Vejo chefs descendo a lâmina alucinadamente sobre cenouras, talos de salsão e de alho-poró despreocupados, como se o movimento não dependesse de suas próprias mãos.
Olhando para o horizonte, eles dizem: “Pique grosseiramente” e pulam na tábua cubos perfeitos de 2 centímetros.
Como um samurai, os peixeiros abrem barrigas e arrancam barbatanas com um golpe suave, sem solavancos.
Açougueiros empunham cutelos e quebram ossos sem alterar a respiração. Enquanto isso, peno para tirar o pedúnculo de um tomate maduro com uma faca de ofício sem estraçalhá-lo demais.
Me pergunto se ainda há medo em mãos com gestos tão precisos (e algumas cicatrizes).
Sentiriam menos dor que nós, os desajeitados, quando acertam a ponta da faca em si mesmos?
Há futuro para os lentos na arte de manejar uma arma branca se os fins são culinários?
Do mise en place à manobra para comer uma folha de alface sem cortá-la, são muitas questões que me espetam quando cozinho.
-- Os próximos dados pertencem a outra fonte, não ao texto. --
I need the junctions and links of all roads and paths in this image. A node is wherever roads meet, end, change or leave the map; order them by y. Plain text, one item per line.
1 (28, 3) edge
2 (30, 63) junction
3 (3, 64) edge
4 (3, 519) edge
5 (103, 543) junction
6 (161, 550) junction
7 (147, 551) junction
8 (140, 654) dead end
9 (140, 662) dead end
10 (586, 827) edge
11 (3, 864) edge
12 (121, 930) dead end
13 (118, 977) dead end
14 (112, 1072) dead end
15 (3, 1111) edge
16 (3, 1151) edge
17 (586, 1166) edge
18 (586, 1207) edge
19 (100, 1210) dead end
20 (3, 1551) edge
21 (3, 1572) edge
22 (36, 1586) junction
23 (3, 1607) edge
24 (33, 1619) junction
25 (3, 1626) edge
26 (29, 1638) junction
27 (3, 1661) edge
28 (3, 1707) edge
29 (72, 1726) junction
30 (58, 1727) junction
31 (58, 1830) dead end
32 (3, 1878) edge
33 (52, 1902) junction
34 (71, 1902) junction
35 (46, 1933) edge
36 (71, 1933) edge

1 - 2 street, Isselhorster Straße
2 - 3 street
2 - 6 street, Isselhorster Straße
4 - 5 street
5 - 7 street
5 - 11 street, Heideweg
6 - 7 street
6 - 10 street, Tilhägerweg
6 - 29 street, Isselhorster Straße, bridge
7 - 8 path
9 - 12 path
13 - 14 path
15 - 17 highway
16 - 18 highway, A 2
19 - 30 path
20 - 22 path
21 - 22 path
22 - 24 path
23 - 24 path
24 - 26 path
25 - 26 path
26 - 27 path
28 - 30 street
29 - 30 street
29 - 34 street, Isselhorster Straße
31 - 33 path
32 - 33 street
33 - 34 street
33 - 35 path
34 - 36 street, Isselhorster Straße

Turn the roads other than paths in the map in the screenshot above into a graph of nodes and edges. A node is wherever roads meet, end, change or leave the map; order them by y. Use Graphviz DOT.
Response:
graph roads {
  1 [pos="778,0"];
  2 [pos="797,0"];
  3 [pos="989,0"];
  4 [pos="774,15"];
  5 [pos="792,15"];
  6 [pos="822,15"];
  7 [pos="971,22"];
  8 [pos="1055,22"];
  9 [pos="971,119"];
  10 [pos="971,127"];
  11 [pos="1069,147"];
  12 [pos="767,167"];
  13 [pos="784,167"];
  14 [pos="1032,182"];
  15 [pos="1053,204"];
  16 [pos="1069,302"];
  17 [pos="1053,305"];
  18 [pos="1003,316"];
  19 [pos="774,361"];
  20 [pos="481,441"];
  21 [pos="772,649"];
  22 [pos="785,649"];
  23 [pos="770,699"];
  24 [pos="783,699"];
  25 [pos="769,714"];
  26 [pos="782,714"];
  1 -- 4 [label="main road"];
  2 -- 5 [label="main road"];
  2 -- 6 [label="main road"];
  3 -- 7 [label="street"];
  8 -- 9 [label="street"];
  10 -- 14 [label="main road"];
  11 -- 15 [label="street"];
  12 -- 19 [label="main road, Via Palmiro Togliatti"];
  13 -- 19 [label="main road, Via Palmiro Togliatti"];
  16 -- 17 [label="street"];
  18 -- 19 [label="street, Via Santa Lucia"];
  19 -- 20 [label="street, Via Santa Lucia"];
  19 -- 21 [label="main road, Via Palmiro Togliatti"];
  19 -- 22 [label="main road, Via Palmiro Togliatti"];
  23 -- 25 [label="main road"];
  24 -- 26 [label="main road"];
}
Talvez porque a cozinha seja um ambiente visceral e rústico, mas também frágil.
Visceral porque se lida a todo momento com a possibilidade de sangue (do cozinheiro, do animal ou, em alguns casos, do cliente que vai pagar uma conta alta) e frágil porque errar é regra para iniciantes: a mira, o ponto, o tempo.
Tenho exercitado há um par de anos manejar uma faca de chef – aquelas com lâminas entre 15 e 25 centímetros e que são bem (mas bem) mais pesadas que uma faca de serra com cabo de plástico.
Desde então o lado direito da unha do meu indicador esquerdo apresenta um ângulo agudo e poucas, mas mais que cinco vezes, estive de band-aid.
Da última vez que acertei em cheio meu próprio dedo a lasca de pele saiu tão fina que até meu sistema circulatório demorou para agir.
Desconsiderando a dor que me atingiu quando o sangue vazou em gotas grossas, olhei orgulhosa aquele naco translúcido que ficou pendurado em mim: digno de um carpaccio.